PRESS RELEASE: Groundbreaking Meeting with FDAAugust 7, 2019
FOR IMMEDIATE RELEASE: August 7, 2019
CONTACT: Jazmin Beltran ([email protected])
I AM ALS becomes the first ALS patient advocacy group to bring together senior FDA leadership and a biotechnology company for an in-person meeting
WASHINGTON, D.C. – In a first-of-its-kind meeting, I AM ALS brought together senior leadership from the Food and Drug Administration (FDA) and Brainstorm Cell Therapeutics, a U.S. biotechnology company that is developing a potential breakthrough ALS treatment, NurOwn. NurOwn has been studied in 4 clinical trials to date, and is currently the only ALS treatment nearing the end of its phase 3 clinical trial.

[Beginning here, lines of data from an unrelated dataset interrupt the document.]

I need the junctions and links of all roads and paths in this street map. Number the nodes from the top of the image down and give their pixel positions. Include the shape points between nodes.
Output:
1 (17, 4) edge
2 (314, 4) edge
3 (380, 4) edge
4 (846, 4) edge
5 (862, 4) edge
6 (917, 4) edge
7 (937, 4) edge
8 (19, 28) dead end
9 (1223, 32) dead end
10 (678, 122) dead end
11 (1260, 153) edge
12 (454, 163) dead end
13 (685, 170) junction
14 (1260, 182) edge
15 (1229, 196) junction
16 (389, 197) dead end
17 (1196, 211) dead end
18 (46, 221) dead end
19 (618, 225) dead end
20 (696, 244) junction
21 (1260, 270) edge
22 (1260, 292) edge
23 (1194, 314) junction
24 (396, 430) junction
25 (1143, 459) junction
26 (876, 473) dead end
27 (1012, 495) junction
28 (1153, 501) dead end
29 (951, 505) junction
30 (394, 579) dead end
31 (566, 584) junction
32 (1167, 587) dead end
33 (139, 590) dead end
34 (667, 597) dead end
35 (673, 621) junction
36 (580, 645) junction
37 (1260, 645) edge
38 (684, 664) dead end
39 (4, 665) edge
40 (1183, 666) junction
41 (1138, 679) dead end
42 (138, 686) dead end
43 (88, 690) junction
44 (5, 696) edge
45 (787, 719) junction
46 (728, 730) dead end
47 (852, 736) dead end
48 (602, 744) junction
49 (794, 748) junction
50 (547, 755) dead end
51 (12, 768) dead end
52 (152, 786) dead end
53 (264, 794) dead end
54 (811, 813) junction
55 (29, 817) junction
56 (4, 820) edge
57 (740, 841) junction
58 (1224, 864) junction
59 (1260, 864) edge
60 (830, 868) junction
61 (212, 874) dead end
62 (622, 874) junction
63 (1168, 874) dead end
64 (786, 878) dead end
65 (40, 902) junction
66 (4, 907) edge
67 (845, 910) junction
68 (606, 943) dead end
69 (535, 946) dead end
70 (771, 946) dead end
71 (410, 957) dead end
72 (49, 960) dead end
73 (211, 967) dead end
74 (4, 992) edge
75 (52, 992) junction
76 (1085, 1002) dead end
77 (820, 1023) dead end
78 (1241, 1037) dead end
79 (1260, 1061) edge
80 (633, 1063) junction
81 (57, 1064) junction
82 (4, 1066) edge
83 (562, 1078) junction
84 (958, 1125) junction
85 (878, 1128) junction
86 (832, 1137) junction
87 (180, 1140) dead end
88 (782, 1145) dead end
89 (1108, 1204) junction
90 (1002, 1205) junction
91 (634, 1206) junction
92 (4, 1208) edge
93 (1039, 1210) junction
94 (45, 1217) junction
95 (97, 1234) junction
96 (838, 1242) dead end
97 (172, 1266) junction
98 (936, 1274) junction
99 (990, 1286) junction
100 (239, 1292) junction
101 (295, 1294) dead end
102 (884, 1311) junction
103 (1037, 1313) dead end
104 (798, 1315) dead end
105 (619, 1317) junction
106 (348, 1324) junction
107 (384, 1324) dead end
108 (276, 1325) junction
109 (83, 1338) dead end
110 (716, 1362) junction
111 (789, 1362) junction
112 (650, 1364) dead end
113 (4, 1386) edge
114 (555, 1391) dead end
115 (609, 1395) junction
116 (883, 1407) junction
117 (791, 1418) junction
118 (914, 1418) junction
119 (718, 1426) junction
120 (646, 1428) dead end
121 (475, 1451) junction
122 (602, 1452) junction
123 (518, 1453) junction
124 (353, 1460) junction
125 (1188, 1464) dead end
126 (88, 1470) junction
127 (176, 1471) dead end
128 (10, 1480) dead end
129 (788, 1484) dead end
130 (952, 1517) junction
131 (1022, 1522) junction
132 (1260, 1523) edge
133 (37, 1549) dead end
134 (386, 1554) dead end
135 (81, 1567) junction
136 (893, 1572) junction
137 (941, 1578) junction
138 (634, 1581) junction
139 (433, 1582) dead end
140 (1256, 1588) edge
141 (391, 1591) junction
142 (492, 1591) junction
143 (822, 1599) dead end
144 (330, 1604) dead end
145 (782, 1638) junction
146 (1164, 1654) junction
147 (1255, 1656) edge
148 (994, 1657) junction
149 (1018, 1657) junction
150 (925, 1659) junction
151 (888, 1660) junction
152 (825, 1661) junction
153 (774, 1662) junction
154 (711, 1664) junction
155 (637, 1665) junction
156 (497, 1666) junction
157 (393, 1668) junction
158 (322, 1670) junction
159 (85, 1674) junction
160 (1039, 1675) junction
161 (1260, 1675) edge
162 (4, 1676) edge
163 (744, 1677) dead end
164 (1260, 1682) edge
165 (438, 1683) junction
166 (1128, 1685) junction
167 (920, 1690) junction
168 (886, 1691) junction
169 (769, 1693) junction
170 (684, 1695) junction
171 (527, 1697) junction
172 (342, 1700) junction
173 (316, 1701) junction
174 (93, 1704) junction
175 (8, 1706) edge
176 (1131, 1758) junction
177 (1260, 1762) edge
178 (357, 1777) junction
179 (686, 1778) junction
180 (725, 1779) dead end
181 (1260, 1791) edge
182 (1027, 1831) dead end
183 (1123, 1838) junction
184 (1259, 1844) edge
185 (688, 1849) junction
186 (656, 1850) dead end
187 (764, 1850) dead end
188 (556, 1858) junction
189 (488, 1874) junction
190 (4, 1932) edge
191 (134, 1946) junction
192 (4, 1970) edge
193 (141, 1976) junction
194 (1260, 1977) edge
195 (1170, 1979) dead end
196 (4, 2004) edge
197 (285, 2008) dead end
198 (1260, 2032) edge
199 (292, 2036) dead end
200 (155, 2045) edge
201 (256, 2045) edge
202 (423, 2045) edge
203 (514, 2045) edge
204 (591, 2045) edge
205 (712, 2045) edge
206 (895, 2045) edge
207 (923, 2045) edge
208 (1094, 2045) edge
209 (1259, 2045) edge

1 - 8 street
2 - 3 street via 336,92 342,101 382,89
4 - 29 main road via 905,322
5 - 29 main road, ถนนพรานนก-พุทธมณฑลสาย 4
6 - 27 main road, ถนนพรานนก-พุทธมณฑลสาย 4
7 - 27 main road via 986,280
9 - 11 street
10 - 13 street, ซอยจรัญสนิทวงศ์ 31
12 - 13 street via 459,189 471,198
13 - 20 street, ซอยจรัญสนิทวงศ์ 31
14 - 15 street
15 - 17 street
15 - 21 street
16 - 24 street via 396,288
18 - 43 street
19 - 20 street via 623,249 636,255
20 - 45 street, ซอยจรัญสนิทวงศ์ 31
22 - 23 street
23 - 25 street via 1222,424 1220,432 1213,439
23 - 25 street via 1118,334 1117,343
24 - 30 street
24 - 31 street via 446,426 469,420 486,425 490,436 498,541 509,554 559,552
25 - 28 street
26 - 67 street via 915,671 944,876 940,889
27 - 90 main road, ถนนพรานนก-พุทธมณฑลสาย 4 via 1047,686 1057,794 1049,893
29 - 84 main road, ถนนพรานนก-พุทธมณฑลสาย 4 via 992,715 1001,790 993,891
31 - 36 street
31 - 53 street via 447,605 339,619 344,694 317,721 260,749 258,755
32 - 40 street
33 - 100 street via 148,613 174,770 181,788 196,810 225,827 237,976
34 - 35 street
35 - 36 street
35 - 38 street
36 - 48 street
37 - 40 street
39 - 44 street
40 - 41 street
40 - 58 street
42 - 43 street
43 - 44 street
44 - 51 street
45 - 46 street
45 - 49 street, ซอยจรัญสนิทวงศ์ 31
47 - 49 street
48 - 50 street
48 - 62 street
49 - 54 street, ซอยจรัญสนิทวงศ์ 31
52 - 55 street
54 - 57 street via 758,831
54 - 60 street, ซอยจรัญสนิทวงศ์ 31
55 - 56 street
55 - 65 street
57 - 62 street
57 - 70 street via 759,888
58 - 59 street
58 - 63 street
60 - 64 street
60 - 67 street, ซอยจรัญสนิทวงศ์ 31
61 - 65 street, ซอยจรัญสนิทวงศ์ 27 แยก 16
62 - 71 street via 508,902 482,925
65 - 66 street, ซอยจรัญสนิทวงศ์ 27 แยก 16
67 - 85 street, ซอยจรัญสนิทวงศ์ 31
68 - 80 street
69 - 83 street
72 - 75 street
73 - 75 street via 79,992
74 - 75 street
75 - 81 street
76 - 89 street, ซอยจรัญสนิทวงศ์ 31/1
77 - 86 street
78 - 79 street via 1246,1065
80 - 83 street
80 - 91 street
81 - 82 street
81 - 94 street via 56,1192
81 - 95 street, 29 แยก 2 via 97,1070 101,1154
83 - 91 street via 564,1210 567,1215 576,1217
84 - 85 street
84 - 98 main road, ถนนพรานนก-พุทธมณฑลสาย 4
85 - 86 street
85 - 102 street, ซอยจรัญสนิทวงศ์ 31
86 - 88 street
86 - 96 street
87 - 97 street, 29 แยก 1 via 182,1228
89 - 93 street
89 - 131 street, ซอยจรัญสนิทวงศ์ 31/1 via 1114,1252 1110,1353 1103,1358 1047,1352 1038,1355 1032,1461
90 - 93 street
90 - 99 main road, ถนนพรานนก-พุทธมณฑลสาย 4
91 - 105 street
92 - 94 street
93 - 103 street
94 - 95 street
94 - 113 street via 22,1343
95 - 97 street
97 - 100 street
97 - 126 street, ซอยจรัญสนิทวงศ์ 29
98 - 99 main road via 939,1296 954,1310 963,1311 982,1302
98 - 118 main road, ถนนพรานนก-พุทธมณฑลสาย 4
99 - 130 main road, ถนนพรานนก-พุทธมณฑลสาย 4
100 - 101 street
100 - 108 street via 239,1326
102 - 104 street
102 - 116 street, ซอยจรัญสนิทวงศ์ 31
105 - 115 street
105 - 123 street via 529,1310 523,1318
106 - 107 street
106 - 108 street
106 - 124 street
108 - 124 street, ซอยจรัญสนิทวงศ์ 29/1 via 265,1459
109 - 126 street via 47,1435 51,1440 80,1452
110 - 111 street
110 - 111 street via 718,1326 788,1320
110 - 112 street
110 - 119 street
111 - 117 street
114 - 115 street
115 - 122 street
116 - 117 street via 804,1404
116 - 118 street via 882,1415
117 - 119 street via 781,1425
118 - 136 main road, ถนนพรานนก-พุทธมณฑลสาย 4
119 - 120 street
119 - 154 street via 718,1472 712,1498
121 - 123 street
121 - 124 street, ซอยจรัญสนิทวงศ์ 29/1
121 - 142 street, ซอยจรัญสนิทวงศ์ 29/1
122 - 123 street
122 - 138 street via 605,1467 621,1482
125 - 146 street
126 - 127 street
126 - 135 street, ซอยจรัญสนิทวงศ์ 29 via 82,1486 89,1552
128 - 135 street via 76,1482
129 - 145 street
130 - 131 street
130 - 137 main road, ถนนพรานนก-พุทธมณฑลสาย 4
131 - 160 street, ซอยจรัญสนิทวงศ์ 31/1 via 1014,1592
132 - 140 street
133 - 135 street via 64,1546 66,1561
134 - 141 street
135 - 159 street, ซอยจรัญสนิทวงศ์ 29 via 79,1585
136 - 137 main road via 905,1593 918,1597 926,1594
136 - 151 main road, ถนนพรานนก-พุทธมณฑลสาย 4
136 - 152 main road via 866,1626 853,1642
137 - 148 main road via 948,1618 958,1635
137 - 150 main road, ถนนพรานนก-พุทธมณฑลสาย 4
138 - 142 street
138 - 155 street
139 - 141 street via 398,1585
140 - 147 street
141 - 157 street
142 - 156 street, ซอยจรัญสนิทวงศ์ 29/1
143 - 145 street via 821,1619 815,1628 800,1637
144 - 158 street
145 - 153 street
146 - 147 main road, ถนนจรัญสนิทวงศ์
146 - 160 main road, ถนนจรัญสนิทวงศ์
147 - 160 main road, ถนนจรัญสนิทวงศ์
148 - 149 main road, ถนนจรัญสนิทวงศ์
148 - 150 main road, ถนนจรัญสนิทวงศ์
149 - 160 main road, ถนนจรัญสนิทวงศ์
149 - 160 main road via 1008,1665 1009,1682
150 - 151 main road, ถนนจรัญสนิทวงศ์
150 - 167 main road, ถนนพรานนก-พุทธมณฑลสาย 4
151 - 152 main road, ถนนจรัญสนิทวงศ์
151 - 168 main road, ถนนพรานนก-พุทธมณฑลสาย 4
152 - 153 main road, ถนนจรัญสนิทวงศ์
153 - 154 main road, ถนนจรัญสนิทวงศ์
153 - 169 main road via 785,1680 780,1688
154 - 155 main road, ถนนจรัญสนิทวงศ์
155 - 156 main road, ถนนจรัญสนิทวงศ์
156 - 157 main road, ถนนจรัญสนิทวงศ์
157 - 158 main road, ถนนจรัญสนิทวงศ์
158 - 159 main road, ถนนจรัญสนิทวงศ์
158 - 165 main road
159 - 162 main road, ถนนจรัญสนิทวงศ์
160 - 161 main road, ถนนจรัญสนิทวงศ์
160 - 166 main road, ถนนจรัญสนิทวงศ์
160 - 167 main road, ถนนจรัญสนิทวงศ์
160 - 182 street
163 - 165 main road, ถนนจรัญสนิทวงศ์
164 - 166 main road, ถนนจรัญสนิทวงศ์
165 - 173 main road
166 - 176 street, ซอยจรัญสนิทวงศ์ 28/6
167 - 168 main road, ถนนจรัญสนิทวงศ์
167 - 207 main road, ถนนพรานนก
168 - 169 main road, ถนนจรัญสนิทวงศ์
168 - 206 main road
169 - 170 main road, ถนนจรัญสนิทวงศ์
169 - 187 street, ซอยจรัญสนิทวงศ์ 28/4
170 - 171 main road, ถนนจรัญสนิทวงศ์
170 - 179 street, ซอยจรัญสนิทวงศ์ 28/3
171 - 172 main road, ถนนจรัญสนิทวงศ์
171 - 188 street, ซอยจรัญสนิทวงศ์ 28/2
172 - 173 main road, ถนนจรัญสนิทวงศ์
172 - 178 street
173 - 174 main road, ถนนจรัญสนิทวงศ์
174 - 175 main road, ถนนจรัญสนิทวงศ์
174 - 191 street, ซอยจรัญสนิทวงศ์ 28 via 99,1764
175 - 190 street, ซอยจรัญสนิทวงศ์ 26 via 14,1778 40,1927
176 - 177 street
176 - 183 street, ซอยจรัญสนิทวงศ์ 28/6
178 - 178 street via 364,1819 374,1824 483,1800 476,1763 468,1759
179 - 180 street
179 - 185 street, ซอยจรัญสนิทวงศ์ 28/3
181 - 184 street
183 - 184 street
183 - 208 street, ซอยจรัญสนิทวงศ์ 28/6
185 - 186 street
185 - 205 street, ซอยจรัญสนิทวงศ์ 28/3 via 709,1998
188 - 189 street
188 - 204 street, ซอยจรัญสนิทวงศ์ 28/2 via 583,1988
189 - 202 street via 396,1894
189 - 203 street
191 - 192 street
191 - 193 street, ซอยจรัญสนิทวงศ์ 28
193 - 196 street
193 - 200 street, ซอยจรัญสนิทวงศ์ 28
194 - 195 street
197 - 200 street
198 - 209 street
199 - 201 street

The groundbreaking meeting was the first in-person meeting ever convened by an ALS patient advocacy group between senior FDA leadership and a biotechnology company. I AM ALS arranged the meeting to discuss Brainstorm’s ongoing phase 3 clinical trial of NurOwn as well as efforts to speed treatment access to the ALS patient community.
The meeting enabled an open dialogue between the FDA and Brainstorm that sets the stage for future meetings to explore bringing this treatment to those living with ALS as expeditiously as possible.

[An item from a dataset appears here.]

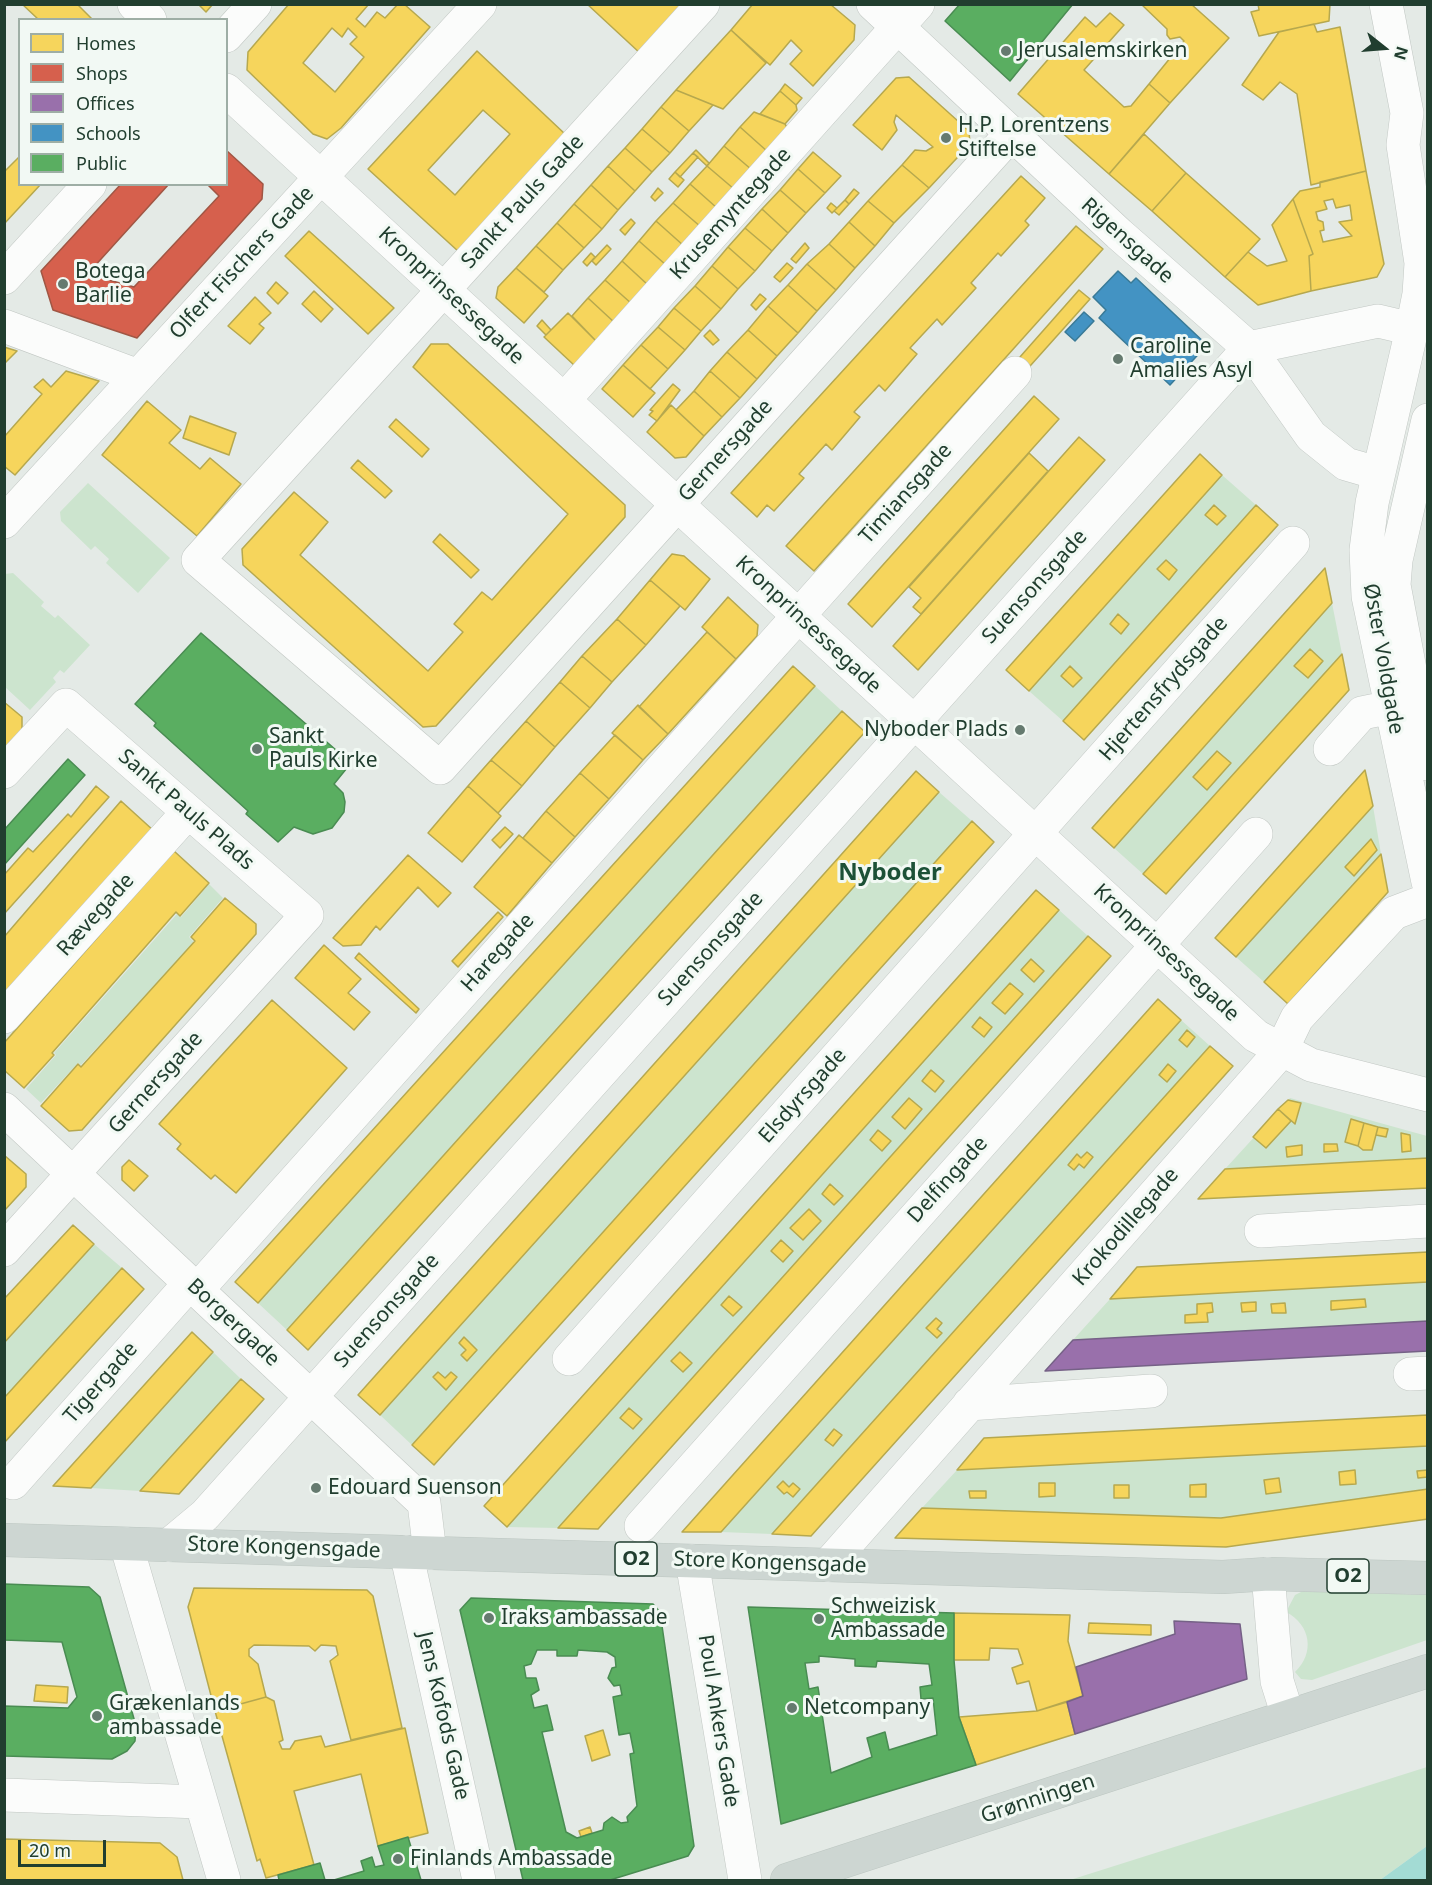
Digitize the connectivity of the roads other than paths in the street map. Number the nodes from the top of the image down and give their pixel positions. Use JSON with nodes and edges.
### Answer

I AM ALS presented the FDA with two petitions signed by more than 20,000 individuals calling on the FDA to release its updated Clinical Trial Guidance for ALS Treatments and to approve pending ALS treatments as expeditiously as possible.
“We see everyday the stories of ALS patients who have received NurOwn or participated in Brainstorm’s clinical trials. These stories, in which patients describe the slowing or reversal of their disease, if confirmed, are a potentially game changing development in the fight against ALS for which there is currently no cure and which on average kills those suffering from it within 2 to 5 years,” said I AM ALS Co-Founder Brian Wallach.
Wallach added: “At I AM ALS, we are committed to helping any company searching for ALS cures do so as quickly as possible to help those suffering today. We commend Brainstorm for taking this meeting and for its commitment to finding a much needed treatment option. We appreciate that FDA leadership made this meeting a priority, and thank them for their willingness to explore every way possible to accelerate potentially life saving treatments. We will continue to push for approval of these treatments and look forward to working with FDA leadership to expedite making breakthrough treatments available to every ALS patient as soon as possible.”
About I AM ALS
Founded in 2019 by Brian Wallach and his wife, Sandra Abrevaya, I AM ALS was born out of their desire to change the future for Brian and the thousands of other ALS patients in the world. I AM ALS brings together patients, advocates, organizations and scientists to deliver critical and innovative resources for patients, empower and mobilize patients and their networks to lead the fight for a cure, and transform the public understanding of ALS with a goal of flooding the research pipeline with new, lifesaving drugs. A cure is possible ... if we work together to re-imagine the fight against ALS. Learn more here: https://iamals.org
ALS is a disease that attacks cells in the body that control movement. It makes the brain stop talking to the muscles, causing increased paralysis over time. Ultimately, ALS patients become prisoners within their own bodies, unable to eat, breathe, or move on their own. Their mind, however, often remains sharp so they are aware of what’s happening to them. Today, ALS is always fatal and patients typically live for 2 to 5 years after diagnosis. That’s because scientists have yet to identify a cure for ALS. The recent acceleration of research has ensured that this will change. It is now not a question of if, but when there will be a significant treatment breakthrough that brings a cure within reach.